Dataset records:
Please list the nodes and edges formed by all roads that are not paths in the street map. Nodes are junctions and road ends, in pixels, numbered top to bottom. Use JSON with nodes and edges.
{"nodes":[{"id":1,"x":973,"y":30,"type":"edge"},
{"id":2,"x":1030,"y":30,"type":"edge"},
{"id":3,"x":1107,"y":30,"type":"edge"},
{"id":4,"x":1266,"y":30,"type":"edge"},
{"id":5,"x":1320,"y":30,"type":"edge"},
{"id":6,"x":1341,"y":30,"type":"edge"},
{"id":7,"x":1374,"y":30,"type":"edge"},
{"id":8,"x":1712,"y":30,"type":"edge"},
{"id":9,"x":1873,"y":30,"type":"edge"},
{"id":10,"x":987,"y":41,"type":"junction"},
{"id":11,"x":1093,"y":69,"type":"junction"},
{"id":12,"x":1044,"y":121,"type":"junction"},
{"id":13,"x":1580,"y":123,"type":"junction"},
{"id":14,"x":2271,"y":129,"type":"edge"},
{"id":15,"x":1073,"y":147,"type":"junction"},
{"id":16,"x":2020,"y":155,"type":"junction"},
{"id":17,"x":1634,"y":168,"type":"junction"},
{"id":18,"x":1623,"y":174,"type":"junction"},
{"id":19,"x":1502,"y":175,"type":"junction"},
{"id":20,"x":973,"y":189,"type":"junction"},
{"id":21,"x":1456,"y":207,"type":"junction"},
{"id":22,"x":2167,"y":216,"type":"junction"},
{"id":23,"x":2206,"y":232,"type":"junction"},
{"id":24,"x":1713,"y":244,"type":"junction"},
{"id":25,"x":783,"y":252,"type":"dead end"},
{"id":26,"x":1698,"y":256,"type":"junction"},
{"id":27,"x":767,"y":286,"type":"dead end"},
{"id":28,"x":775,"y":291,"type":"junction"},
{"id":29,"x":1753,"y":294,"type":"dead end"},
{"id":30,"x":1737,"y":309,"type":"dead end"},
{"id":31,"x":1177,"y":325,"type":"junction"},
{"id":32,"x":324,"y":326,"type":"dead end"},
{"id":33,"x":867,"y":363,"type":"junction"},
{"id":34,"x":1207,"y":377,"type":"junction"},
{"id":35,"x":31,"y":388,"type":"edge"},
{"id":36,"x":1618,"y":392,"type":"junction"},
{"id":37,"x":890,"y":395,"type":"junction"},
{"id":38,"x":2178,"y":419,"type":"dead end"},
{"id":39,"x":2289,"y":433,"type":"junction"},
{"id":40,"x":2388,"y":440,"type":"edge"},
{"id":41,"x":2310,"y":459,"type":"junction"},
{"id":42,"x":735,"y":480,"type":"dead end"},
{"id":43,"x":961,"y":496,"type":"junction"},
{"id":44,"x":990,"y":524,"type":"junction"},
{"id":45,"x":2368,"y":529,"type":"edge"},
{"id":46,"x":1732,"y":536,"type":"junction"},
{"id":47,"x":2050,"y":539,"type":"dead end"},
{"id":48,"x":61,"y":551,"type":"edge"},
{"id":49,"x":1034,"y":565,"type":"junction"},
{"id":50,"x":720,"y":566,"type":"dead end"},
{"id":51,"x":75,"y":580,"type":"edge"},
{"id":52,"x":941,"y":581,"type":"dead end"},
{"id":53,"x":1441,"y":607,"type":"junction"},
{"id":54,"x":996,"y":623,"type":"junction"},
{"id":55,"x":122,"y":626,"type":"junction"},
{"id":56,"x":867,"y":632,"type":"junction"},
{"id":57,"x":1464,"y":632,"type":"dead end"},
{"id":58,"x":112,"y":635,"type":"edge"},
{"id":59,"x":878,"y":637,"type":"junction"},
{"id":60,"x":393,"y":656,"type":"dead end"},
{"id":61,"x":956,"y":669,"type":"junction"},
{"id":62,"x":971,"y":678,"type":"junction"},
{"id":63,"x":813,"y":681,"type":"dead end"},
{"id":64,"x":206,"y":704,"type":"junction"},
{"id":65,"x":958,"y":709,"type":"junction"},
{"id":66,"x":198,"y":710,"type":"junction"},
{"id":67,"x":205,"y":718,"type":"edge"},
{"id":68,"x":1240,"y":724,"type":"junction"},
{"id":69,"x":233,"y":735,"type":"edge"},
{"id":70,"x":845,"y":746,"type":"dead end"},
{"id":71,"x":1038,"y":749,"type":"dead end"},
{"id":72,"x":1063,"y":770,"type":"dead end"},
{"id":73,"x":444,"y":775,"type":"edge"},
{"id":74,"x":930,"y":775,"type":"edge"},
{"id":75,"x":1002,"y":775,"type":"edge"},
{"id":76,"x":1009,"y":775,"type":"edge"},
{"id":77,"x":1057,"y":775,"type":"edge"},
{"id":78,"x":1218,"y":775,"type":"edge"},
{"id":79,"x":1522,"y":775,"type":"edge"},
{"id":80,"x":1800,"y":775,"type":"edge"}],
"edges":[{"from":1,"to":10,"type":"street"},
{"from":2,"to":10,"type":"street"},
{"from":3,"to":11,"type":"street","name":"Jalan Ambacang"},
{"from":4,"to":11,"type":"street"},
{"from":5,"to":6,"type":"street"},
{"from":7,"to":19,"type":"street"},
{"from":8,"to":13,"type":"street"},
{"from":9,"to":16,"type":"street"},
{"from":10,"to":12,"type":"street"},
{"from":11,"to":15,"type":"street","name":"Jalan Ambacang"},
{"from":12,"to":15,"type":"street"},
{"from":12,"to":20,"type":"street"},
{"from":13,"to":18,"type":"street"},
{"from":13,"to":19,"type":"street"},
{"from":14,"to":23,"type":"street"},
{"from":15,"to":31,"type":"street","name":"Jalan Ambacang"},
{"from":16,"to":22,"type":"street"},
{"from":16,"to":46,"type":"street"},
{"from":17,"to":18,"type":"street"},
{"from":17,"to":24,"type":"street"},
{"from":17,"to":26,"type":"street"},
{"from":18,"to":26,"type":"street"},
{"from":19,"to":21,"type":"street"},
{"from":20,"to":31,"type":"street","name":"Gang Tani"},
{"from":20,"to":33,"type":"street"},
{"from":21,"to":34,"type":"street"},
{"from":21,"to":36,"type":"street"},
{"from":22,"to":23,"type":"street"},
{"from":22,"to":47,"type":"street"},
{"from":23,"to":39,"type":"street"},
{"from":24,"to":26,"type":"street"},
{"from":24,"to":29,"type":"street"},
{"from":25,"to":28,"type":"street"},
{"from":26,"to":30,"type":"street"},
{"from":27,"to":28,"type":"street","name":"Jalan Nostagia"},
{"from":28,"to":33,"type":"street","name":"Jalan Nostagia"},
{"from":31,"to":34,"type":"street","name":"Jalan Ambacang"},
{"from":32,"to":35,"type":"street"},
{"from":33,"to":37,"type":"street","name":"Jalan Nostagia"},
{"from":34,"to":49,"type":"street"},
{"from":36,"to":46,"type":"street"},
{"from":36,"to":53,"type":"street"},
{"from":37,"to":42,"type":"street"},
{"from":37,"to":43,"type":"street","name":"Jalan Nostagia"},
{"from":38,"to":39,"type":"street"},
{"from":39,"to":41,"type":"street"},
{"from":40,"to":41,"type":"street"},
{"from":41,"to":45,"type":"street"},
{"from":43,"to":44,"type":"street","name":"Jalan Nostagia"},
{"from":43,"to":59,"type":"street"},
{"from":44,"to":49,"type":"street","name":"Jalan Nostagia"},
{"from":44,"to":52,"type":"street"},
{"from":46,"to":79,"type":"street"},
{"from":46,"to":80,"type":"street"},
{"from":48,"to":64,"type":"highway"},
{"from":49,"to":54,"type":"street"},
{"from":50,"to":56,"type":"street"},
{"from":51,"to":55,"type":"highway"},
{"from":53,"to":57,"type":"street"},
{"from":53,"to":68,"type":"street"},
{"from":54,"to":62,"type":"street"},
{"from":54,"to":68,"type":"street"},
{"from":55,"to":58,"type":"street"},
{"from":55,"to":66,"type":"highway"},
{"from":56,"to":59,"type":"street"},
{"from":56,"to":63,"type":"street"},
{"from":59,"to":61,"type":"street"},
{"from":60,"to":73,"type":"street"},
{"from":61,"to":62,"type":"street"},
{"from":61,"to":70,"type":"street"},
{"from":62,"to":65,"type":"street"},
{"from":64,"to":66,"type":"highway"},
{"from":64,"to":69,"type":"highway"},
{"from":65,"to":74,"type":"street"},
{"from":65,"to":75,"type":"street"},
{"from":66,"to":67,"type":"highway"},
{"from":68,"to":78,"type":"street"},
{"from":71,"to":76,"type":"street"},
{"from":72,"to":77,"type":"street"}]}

Required work →
Every line above that includes the string "Ambacang" needs to be copied.

Reply to the task →
{"from":3,"to":11,"type":"street","name":"Jalan Ambacang"},
{"from":11,"to":15,"type":"street","name":"Jalan Ambacang"},
{"from":15,"to":31,"type":"street","name":"Jalan Ambacang"},
{"from":31,"to":34,"type":"street","name":"Jalan Ambacang"},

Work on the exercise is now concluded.